A few weeks ago we celebrated the Fall of the Wall. For much of the latter part of the 20th century Berlin was divided in two by this physical barrier, which also by allusion applied to the Iron Curtain which divided much of central and eastern Europe from the west.
Walls don’t necessarily create division but they certainly perpetuate it. They keep people apart. They stop trade and traffic. They divide families, prevent the exchange of ideas, and contribute to misunderstanding. The Berlin Wall did all those.
The Wall only stood for 28 years but its shadow continued to hang over Europe much longer. For a whole generation after its demolition, it continued to exist in the mind of churches, agencies and mission workers. It was, in effect, a stronghold, even though it no longer existed, because it affected missional thinking on both sides of the boundary.
In the west, many mission workers viewed eastern Europe as a new mission field. They ignored the rich religious tradition, the oppressed but faithful churches, the many heroic believers who continued to be a witness to Jesus throughout the communist times, and assumed that the lack of Bible colleges and seminaries meant that the local believers were immature and biblically illiterate. They moved in with money and programmes and sidelined locals who didn’t get on board with their projects.
But it wasn’t only the westerners who made mistakes. Often the believers in central and eastern Europe resented the intruders and refused to work with them. They let them get on with making their mistakes rather than helping them. They looked down on the westerners who had money and programmes but were not interested in important things like relationship and culture.
Therefore much mission in eastern Europe was characterised by division and mistrust. Granted, this was not always the case, but it was the dominant theme which emerged at the conference of the European Evangelical Mission Association as it took stock of the last 25 years since the Fall of the Wall. Yet the same conference heard much good news. We met leaders of many thriving churches from a dozen countries in eastern Europe. We heard stories from eastern European mission workers to several Asian countries. Mission leaders from all over Europe got together to discuss strategy, training, education and member care. And most of all we were greatly encouraged to hear of a new paradigm that has begun to emerge.

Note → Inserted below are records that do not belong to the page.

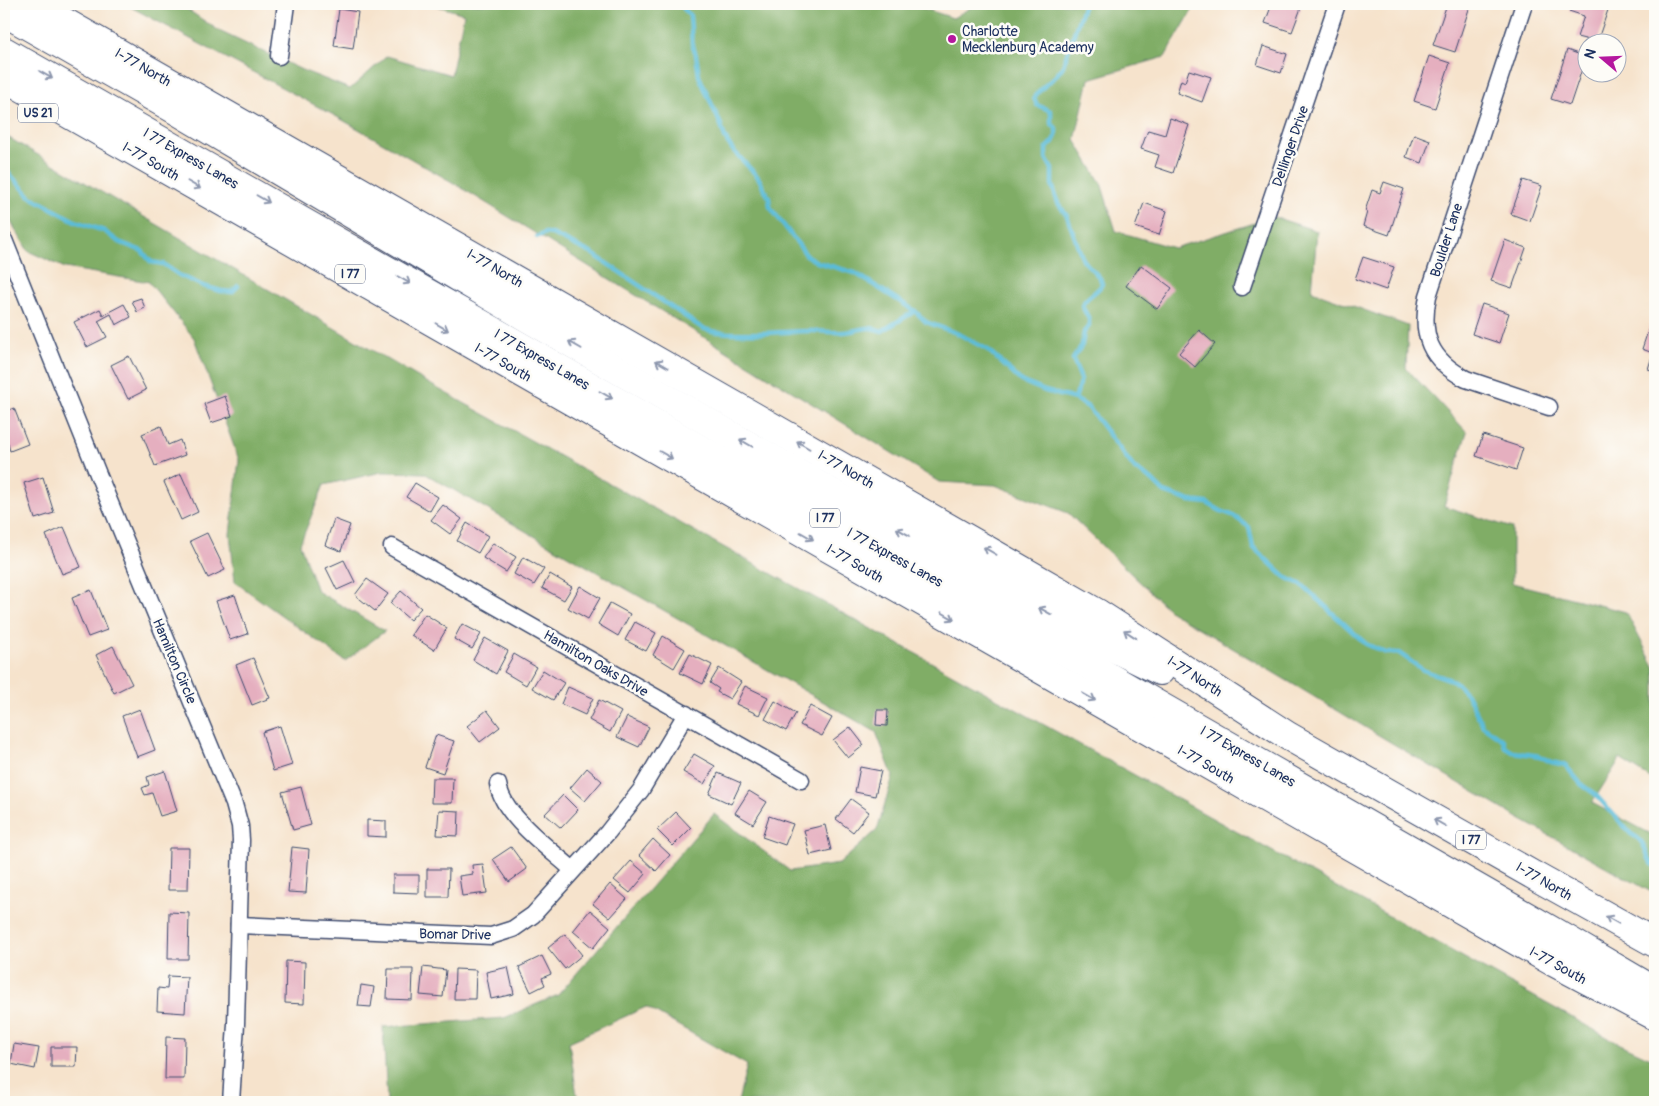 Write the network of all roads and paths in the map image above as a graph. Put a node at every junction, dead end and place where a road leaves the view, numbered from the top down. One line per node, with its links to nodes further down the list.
1 (32, 4): 16 (highway, I-77 North / I 77, one-way to 1)
2 (286, 4): 7 (street)
3 (1337, 4): 12 (street, Dellinger Drive)
4 (1524, 4): 13 (street, Boulder Lane)
5 (4, 12): 16 (highway, I 77 Express Lanes / I 77, one-way to 5)
6 (4, 51): 22 (highway, I 77 Express Lanes / I 77, one-way to 22)
7 (279, 56)
8 (4, 77): 10 (highway, I-77 South / I 77)
9 (4, 98): 10 (highway, US 21)
10 (76, 118): 23 (highway, I-77 South / I 77, one-way to 23)
11 (4, 240): 20 (street, Hamilton Circle)
12 (1242, 288)
13 (1549, 407)
14 (392, 547): 15 (street, Hamilton Oaks Drive)
15 (686, 714): 17 (street, Hamilton Oaks Drive); 19 (street, Bomar Drive)
16 (1288, 736): 21 (highway, I-77 North / I 77, one-way to 16)
17 (801, 780)
18 (498, 784): 19 (street)
19 (573, 870): 20 (street, Bomar Drive)
20 (239, 925): 24 (street, Hamilton Circle)
21 (1655, 943)
22 (1655, 991)
23 (1655, 1016)
24 (232, 1102) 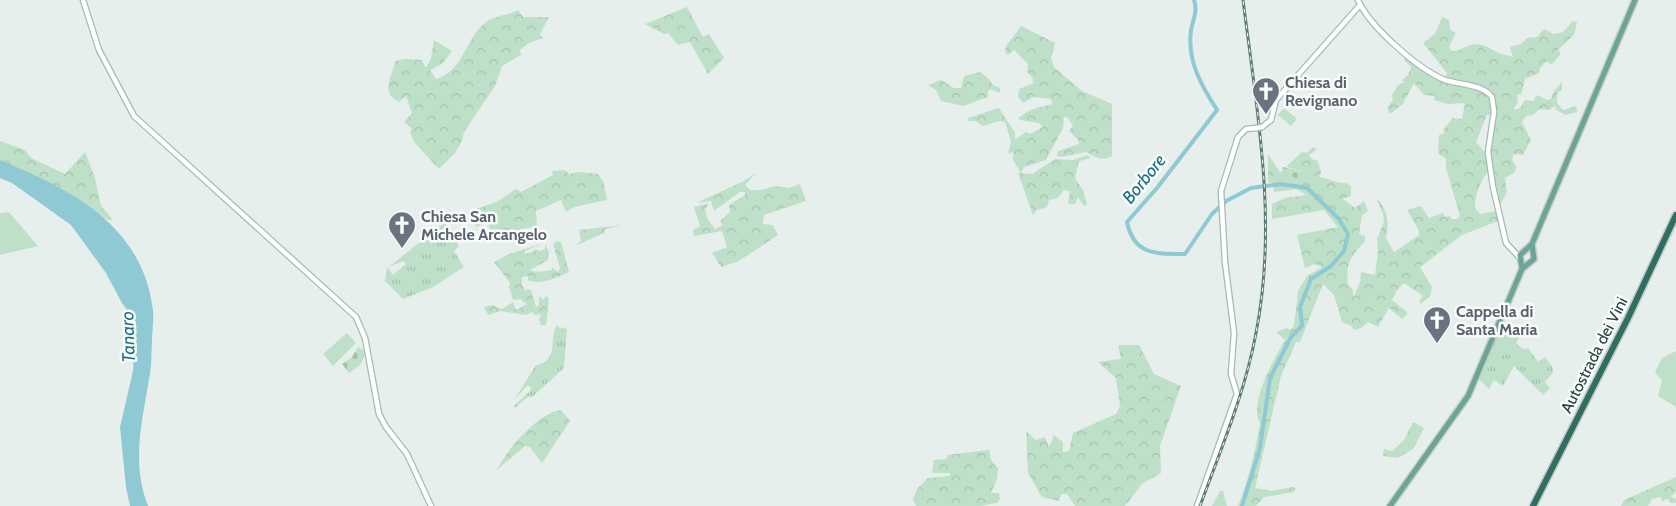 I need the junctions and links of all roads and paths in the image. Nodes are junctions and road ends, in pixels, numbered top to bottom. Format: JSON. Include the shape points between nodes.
{"nodes":[{"id":1,"x":83,"y":0,"type":"edge"},
{"id":2,"x":1635,"y":0,"type":"edge"},
{"id":3,"x":1359,"y":2,"type":"edge"},
{"id":4,"x":1676,"y":216,"type":"edge"},
{"id":5,"x":1676,"y":222,"type":"edge"},
{"id":6,"x":1525,"y":256,"type":"junction"},
{"id":7,"x":1618,"y":340,"type":"junction"},
{"id":8,"x":431,"y":506,"type":"edge"},
{"id":9,"x":1197,"y":506,"type":"edge"},
{"id":10,"x":1390,"y":506,"type":"edge"},
{"id":11,"x":1535,"y":506,"type":"edge"}],
"edges":[{"from":1,"to":8,"type":"street","via":[[99,50],[132,114],[356,317],[365,338],[379,414],[407,454]]},
{"from":2,"to":6,"type":"main road"},
{"from":3,"to":6,"type":"street","via":[[1373,23],[1424,67],[1440,77],[1482,90],[1492,97],[1494,112],[1488,158],[1504,238],[1512,250]]},
{"from":3,"to":9,"type":"street","via":[[1276,100],[1272,118],[1261,127],[1243,131],[1237,139],[1222,188],[1234,333],[1231,374],[1237,394]]},
{"from":4,"to":7,"type":"highway","name":"Autostrada dei Vini"},
{"from":5,"to":7,"type":"highway","name":"Autostrada dei Vini"},
{"from":6,"to":10,"type":"main road","via":[[1468,396]]},
{"from":7,"to":11,"type":"highway","name":"Autostrada dei Vini"}]} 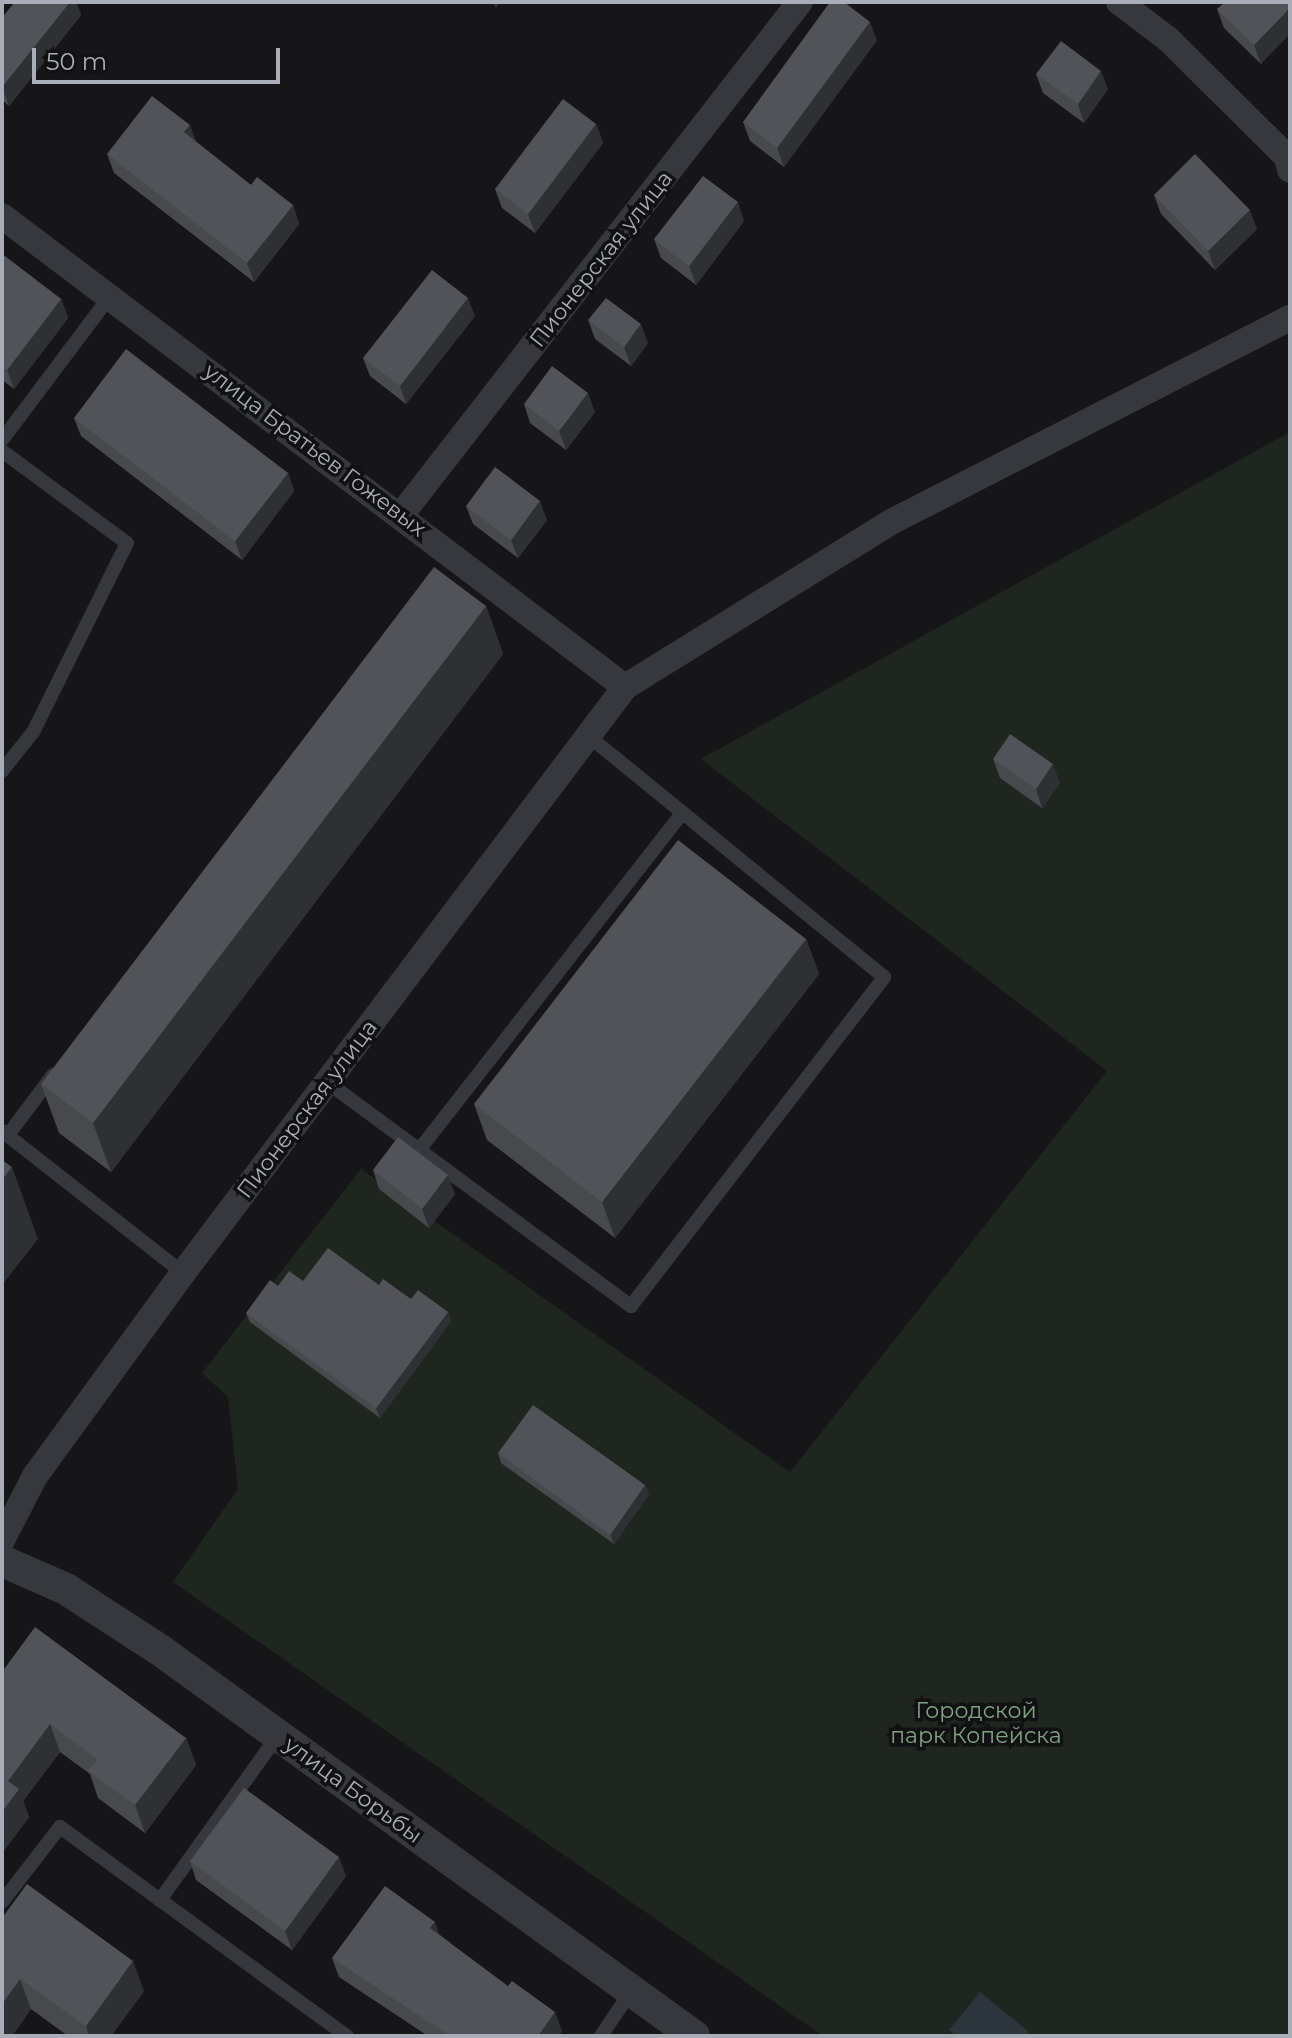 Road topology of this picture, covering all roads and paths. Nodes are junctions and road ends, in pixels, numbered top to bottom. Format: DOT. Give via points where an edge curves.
graph roads {
  1 [pos="800,2"];
  2 [pos="1119,2"];
  3 [pos="1290,170"];
  4 [pos="2,216"];
  5 [pos="111,295"];
  6 [pos="1290,318"];
  7 [pos="2,440"];
  8 [pos="2,451"];
  9 [pos="401,515"];
  10 [pos="625,687"];
  11 [pos="588,736"];
  12 [pos="2,771"];
  13 [pos="682,813"];
  14 [pos="65,1059"];
  15 [pos="327,1082"];
  16 [pos="5,1133"];
  17 [pos="419,1150"];
  18 [pos="183,1273"];
  19 [pos="2,1540"];
  20 [pos="2,1561"];
  21 [pos="278,1735"];
  22 [pos="160,1900"];
  23 [pos="2,1902"];
  24 [pos="631,1991"];
  25 [pos="347,2036"];
  26 [pos="601,2036"];
  27 [pos="694,2036"];
  1 -- 9 [label="street, Пионерская улица"];
  2 -- 3 [label="street" via="1179,49 1287,157"];
  4 -- 5 [label="street, улица Братьев Гожевых"];
  5 -- 7 [label="lane"];
  5 -- 9 [label="street, улица Братьев Гожевых"];
  6 -- 10 [label="street" via="891,522"];
  8 -- 12 [label="lane" via="127,543 33,732"];
  9 -- 10 [label="street, улица Братьев Гожевых" via="444,557"];
  10 -- 11 [label="street, Пионерская улица"];
  11 -- 13 [label="lane"];
  11 -- 15 [label="street, Пионерская улица"];
  13 -- 17 [label="lane"];
  13 -- 17 [label="lane" via="884,977 631,1306"];
  14 -- 16 [label="lane"];
  15 -- 17 [label="lane"];
  15 -- 18 [label="street, Пионерская улица"];
  16 -- 18 [label="lane"];
  18 -- 19 [label="street, Пионерская улица" via="35,1476"];
  20 -- 21 [label="street, улица Борьбы" via="66,1589"];
  21 -- 22 [label="lane"];
  21 -- 24 [label="street, улица Борьбы"];
  22 -- 23 [label="lane" via="60,1827"];
  22 -- 25 [label="lane"];
  24 -- 26 [label="lane"];
  24 -- 27 [label="street, улица Борьбы"];
} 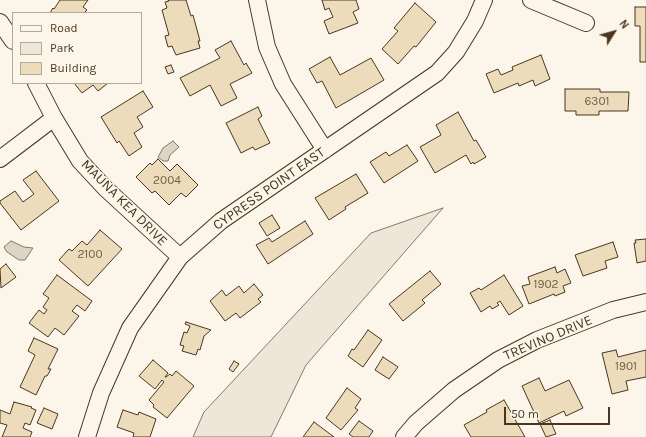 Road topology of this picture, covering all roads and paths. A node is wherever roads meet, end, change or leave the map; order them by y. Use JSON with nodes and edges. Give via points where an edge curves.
{"nodes":[{"id":1,"x":257,"y":0,"type":"edge"},
{"id":2,"x":484,"y":0,"type":"edge"},
{"id":3,"x":531,"y":0,"type":"edge"},
{"id":4,"x":0,"y":22,"type":"edge"},
{"id":5,"x":586,"y":23,"type":"dead end"},
{"id":6,"x":12,"y":40,"type":"edge"},
{"id":7,"x":37,"y":84,"type":"edge"},
{"id":8,"x":54,"y":118,"type":"junction"},
{"id":9,"x":325,"y":150,"type":"junction"},
{"id":10,"x":0,"y":159,"type":"edge"},
{"id":11,"x":180,"y":257,"type":"junction"},
{"id":12,"x":646,"y":302,"type":"edge"},
{"id":13,"x":87,"y":437,"type":"edge"},
{"id":14,"x":404,"y":437,"type":"edge"}],
"edges":[{"from":1,"to":9,"type":"street","via":[[267,47],[283,84]]},
{"from":2,"to":9,"type":"street","name":"CYPRESS POINT EAST","via":[[475,21],[456,52],[437,73]]},
{"from":3,"to":5,"type":"street"},
{"from":4,"to":6,"type":"street"},
{"from":7,"to":8,"type":"street","name":"MAUNA KEA DRIVE"},
{"from":8,"to":10,"type":"street"},
{"from":8,"to":11,"type":"street","name":"MAUNA KEA DRIVE","via":[[80,161],[105,188]]},
{"from":9,"to":11,"type":"street","name":"CYPRESS POINT EAST","via":[[221,221]]},
{"from":11,"to":13,"type":"street","name":"CYPRESS POINT EAST","via":[[130,328],[101,393]]},
{"from":12,"to":14,"type":"street","name":"TREVINO DRIVE","via":[[613,310],[537,340],[498,360],[454,390]]}]}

In her opening presentation, Anne-Marie Kool cited the example of the Chain Bridge in Budapest, the city where she has lived and worked since 1987. She pointed out that it was built through cooperation between east and west and at the time was a symbol of progress and unity. Inspired by a Hungarian nationalist, it was constructed by local builders and engineers consulting with an English designer and a Scottish chief engineer. It brought together the two diverse communities of Buda and Pest for the first time, and stopped the great expanse of the Danube preventing traffic flowing easily from east to west and back again.
This could be the dominant image to emerge from the conference – that having demolished a wall which kept us apart, Europe is now in the process of building a bridge to bring us all closer together as we reach out to take the gospel to diverse communities across Europe and beyond. A new spirit of genuine humility and cooperation, based on mutually respectful relationships, is starting to emerge. At Syzygy we welcome this strategic development, and look forward to the result becoming even more elegant, beautiful and functional than the Chain Bridge.